══ The input

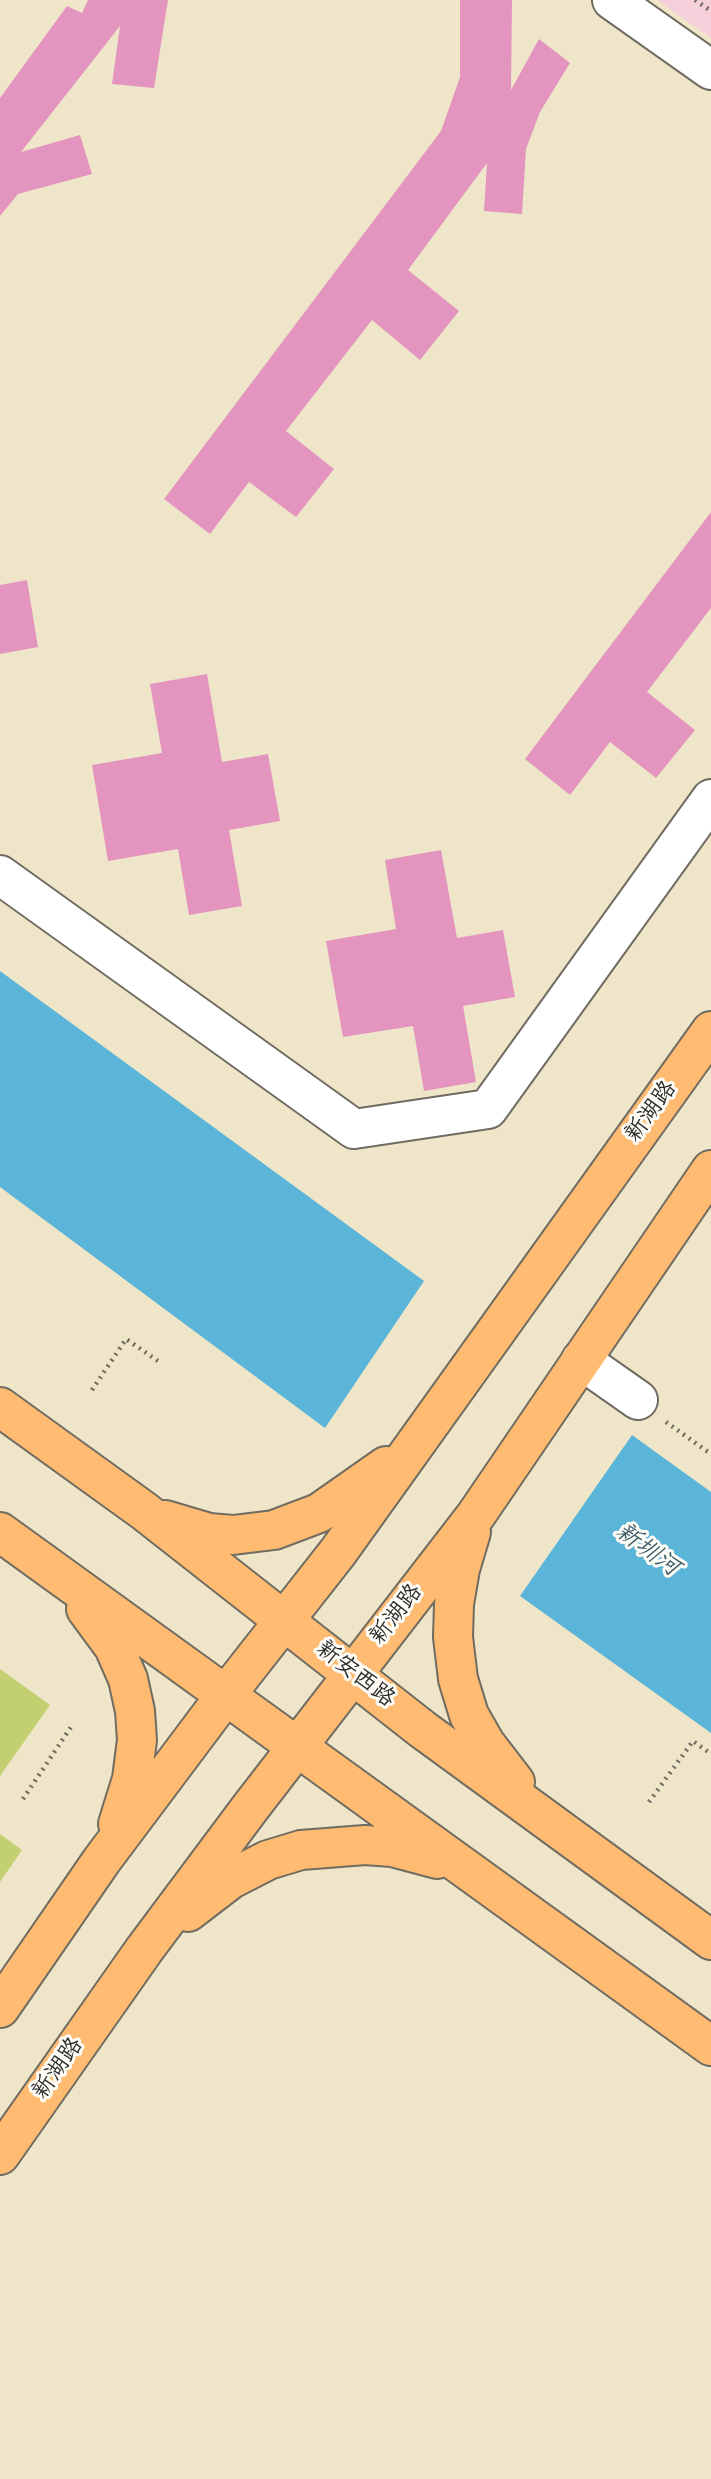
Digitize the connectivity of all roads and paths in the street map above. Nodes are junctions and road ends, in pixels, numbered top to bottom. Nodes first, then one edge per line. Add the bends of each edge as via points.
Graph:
1 (612, 0) edge
2 (695, 0) edge
3 (711, 11) edge
4 (711, 70) edge
5 (711, 799) edge
6 (0, 875) edge
7 (711, 1031) edge
8 (711, 1170) edge
9 (582, 1360) junction
10 (161, 1363) dead end
11 (92, 1390) dead end
12 (638, 1401) joint
13 (0, 1407) edge
14 (412, 1446) junction
15 (711, 1454) edge
16 (144, 1511) junction
17 (476, 1515) junction
18 (13, 1542) edge
19 (283, 1621) junction
20 (352, 1675) junction
21 (225, 1696) junction
22 (74, 1724) dead end
23 (296, 1747) junction
24 (711, 1754) edge
25 (23, 1800) dead end
26 (649, 1802) dead end
27 (552, 1822) junction
28 (102, 1860) junction
29 (456, 1864) junction
30 (711, 1940) edge
31 (144, 1950) junction
32 (0, 2008) edge
33 (711, 2046) edge
34 (0, 2155) edge

1 - 4 street
2 - 3 path
5 - 6 street via 488,1108 354,1129
7 - 14 main road, 新湖路
8 - 9 main road, 新湖路
9 - 12 street
9 - 17 main road, 新湖路
10 - 11 path via 126,1339
12 - 15 path
13 - 16 main road, 新安西路
14 - 16 main road via 344,1498 274,1530 209,1534
14 - 19 main road, 新湖路
16 - 19 main road, 新安西路
17 - 20 main road, 新湖路
17 - 27 main road via 454,1604 458,1678 485,1743
18 - 21 main road
18 - 28 main road via 91,1615 114,1647 128,1679 137,1740 132,1779
19 - 20 main road, 新安西路
19 - 21 main road, 新湖路
20 - 23 main road, 新湖路
20 - 27 main road, 新安西路
21 - 23 main road
21 - 28 main road, 新湖路
22 - 25 path
23 - 29 main road
23 - 31 main road, 新湖路
24 - 26 path via 693,1741
27 - 30 main road, 新安西路
28 - 32 main road, 新湖路
29 - 31 main road via 392,1847 344,1844 302,1850 268,1860 231,1879
29 - 33 main road
31 - 34 main road, 新湖路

════

Print the material above once more, exactly, minus the pictures.

Digitize the connectivity of all roads and paths in the street map above. Nodes are junctions and road ends, in pixels, numbered top to bottom. Nodes first, then one edge per line. Add the bends of each edge as via points.
Graph:
1 (612, 0) edge
2 (695, 0) edge
3 (711, 11) edge
4 (711, 70) edge
5 (711, 799) edge
6 (0, 875) edge
7 (711, 1031) edge
8 (711, 1170) edge
9 (582, 1360) junction
10 (161, 1363) dead end
11 (92, 1390) dead end
12 (638, 1401) joint
13 (0, 1407) edge
14 (412, 1446) junction
15 (711, 1454) edge
16 (144, 1511) junction
17 (476, 1515) junction
18 (13, 1542) edge
19 (283, 1621) junction
20 (352, 1675) junction
21 (225, 1696) junction
22 (74, 1724) dead end
23 (296, 1747) junction
24 (711, 1754) edge
25 (23, 1800) dead end
26 (649, 1802) dead end
27 (552, 1822) junction
28 (102, 1860) junction
29 (456, 1864) junction
30 (711, 1940) edge
31 (144, 1950) junction
32 (0, 2008) edge
33 (711, 2046) edge
34 (0, 2155) edge

1 - 4 street
2 - 3 path
5 - 6 street via 488,1108 354,1129
7 - 14 main road, 新湖路
8 - 9 main road, 新湖路
9 - 12 street
9 - 17 main road, 新湖路
10 - 11 path via 126,1339
12 - 15 path
13 - 16 main road, 新安西路
14 - 16 main road via 344,1498 274,1530 209,1534
14 - 19 main road, 新湖路
16 - 19 main road, 新安西路
17 - 20 main road, 新湖路
17 - 27 main road via 454,1604 458,1678 485,1743
18 - 21 main road
18 - 28 main road via 91,1615 114,1647 128,1679 137,1740 132,1779
19 - 20 main road, 新安西路
19 - 21 main road, 新湖路
20 - 23 main road, 新湖路
20 - 27 main road, 新安西路
21 - 23 main road
21 - 28 main road, 新湖路
22 - 25 path
23 - 29 main road
23 - 31 main road, 新湖路
24 - 26 path via 693,1741
27 - 30 main road, 新安西路
28 - 32 main road, 新湖路
29 - 31 main road via 392,1847 344,1844 302,1850 268,1860 231,1879
29 - 33 main road
31 - 34 main road, 新湖路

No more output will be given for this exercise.